Tally every line of the entries that contains the string "Which", then reply with only that number.

Stored data entries
━━━━━━━━━━━━━━━━
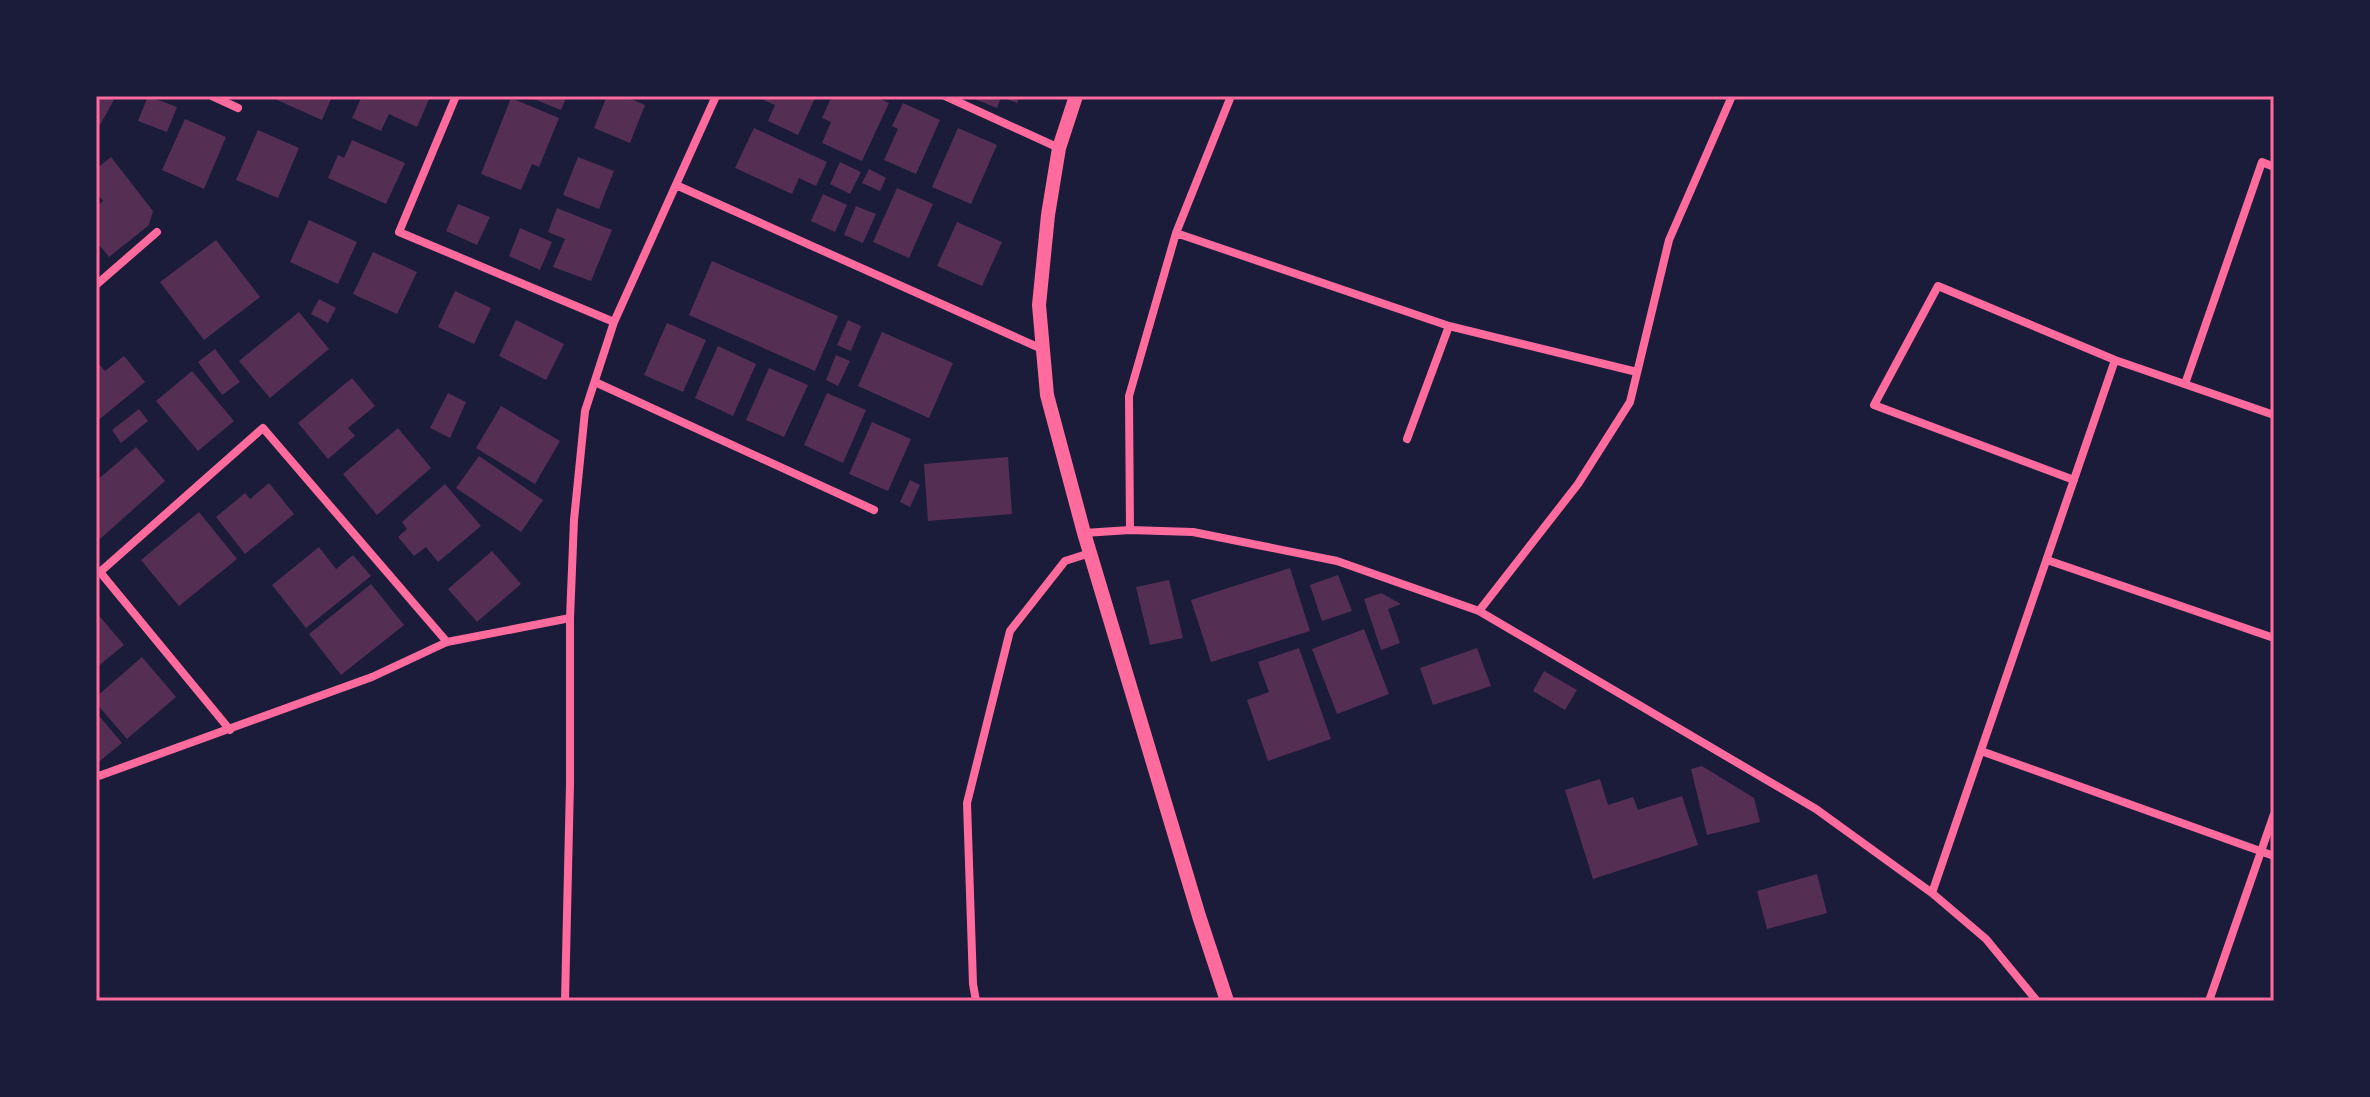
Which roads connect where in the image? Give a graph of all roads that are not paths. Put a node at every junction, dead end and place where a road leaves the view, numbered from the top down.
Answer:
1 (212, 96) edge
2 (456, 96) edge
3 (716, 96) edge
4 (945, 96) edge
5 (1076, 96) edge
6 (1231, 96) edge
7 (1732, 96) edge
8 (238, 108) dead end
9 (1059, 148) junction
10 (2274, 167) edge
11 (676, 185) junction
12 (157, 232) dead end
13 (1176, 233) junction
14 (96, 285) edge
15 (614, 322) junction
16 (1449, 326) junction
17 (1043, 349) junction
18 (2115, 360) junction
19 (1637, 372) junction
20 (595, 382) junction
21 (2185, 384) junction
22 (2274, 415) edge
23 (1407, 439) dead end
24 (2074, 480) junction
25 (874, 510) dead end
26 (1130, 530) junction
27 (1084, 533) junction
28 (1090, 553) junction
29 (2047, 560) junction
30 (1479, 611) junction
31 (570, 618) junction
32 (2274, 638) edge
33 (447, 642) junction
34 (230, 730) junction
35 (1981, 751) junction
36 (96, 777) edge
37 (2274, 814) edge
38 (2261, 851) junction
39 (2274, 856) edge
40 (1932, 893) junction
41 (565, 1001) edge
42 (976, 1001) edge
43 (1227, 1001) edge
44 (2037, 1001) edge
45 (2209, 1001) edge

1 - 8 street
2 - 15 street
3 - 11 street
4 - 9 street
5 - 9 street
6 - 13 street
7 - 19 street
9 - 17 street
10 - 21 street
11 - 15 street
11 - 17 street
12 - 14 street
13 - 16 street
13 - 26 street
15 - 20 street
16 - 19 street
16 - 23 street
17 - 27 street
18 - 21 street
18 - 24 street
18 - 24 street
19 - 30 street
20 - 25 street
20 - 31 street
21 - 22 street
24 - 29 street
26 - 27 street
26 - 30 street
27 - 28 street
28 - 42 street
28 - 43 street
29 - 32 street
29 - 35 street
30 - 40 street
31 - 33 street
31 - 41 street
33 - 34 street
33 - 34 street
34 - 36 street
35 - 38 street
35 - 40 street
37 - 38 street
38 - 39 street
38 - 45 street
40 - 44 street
━━━━━━━━━━━━━━━━
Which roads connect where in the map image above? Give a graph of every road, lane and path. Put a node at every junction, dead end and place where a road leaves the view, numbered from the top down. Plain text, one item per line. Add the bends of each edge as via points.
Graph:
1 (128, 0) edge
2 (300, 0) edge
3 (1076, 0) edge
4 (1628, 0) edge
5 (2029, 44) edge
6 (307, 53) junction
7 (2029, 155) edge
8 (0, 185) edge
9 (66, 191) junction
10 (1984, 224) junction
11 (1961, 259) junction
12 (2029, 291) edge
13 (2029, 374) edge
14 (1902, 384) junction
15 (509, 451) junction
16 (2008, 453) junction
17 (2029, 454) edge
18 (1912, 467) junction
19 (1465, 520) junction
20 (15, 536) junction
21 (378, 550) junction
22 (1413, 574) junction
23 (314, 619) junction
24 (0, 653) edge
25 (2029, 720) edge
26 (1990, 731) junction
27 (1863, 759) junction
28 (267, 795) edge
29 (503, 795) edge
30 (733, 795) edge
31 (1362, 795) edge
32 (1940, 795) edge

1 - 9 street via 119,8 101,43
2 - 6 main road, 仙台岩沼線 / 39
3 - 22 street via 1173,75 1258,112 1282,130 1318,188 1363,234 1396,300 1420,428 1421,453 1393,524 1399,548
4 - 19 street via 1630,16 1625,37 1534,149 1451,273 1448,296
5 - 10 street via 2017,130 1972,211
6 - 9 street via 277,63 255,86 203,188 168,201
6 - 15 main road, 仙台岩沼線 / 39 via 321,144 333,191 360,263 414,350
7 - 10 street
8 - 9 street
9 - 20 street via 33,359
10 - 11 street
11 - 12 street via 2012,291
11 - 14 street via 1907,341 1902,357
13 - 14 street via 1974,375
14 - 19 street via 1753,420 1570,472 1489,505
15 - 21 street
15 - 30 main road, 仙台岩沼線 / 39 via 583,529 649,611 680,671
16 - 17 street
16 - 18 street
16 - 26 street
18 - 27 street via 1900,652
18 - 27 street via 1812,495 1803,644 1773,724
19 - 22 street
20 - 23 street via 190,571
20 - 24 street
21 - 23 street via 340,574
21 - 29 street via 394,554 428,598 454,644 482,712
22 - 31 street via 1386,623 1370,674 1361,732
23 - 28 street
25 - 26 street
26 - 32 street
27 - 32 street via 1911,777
━━━━━━━━━━━━━━━━
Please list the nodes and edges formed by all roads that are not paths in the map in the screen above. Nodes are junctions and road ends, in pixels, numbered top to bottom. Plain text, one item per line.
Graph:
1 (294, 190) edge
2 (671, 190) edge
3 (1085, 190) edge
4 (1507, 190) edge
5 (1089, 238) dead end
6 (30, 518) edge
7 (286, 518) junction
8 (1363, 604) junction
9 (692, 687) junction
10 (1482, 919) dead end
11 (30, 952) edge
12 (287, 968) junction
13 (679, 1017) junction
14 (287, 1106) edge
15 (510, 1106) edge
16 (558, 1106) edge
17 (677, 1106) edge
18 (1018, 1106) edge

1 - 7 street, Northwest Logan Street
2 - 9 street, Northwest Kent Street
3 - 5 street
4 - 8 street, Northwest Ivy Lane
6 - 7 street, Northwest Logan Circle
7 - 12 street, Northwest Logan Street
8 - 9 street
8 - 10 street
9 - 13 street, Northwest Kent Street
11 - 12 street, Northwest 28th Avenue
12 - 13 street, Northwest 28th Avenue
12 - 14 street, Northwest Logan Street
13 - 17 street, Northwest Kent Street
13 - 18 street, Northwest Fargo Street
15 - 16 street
━━━━━━━━━━━━━━━━
*Reply*: 2